> PROMPT
Read the data and repeat it in full, exactly.

> DATASET EXCERPTS
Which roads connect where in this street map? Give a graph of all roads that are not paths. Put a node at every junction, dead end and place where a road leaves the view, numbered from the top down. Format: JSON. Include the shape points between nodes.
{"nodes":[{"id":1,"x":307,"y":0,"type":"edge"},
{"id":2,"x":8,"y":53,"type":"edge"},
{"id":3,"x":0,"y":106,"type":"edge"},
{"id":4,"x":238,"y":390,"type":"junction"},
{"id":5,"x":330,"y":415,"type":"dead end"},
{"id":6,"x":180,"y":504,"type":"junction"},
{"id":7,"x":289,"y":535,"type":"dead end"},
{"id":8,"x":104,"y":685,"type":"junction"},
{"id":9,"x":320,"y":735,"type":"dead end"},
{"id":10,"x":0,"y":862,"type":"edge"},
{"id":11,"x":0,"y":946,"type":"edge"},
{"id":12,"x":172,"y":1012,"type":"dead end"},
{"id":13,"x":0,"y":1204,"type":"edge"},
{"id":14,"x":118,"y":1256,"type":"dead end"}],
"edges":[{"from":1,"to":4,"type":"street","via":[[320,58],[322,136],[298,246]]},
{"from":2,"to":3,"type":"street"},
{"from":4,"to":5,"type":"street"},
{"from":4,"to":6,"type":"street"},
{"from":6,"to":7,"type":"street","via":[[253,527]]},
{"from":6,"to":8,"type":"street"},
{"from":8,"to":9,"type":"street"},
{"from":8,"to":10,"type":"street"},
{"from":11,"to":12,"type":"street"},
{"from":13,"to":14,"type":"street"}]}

> ANSWER TO THIS TASK
Which roads connect where in this street map? Give a graph of all roads that are not paths. Put a node at every junction, dead end and place where a road leaves the view, numbered from the top down. Format: JSON. Include the shape points between nodes.
{"nodes":[{"id":1,"x":307,"y":0,"type":"edge"},
{"id":2,"x":8,"y":53,"type":"edge"},
{"id":3,"x":0,"y":106,"type":"edge"},
{"id":4,"x":238,"y":390,"type":"junction"},
{"id":5,"x":330,"y":415,"type":"dead end"},
{"id":6,"x":180,"y":504,"type":"junction"},
{"id":7,"x":289,"y":535,"type":"dead end"},
{"id":8,"x":104,"y":685,"type":"junction"},
{"id":9,"x":320,"y":735,"type":"dead end"},
{"id":10,"x":0,"y":862,"type":"edge"},
{"id":11,"x":0,"y":946,"type":"edge"},
{"id":12,"x":172,"y":1012,"type":"dead end"},
{"id":13,"x":0,"y":1204,"type":"edge"},
{"id":14,"x":118,"y":1256,"type":"dead end"}],
"edges":[{"from":1,"to":4,"type":"street","via":[[320,58],[322,136],[298,246]]},
{"from":2,"to":3,"type":"street"},
{"from":4,"to":5,"type":"street"},
{"from":4,"to":6,"type":"street"},
{"from":6,"to":7,"type":"street","via":[[253,527]]},
{"from":6,"to":8,"type":"street"},
{"from":8,"to":9,"type":"street"},
{"from":8,"to":10,"type":"street"},
{"from":11,"to":12,"type":"street"},
{"from":13,"to":14,"type":"street"}]}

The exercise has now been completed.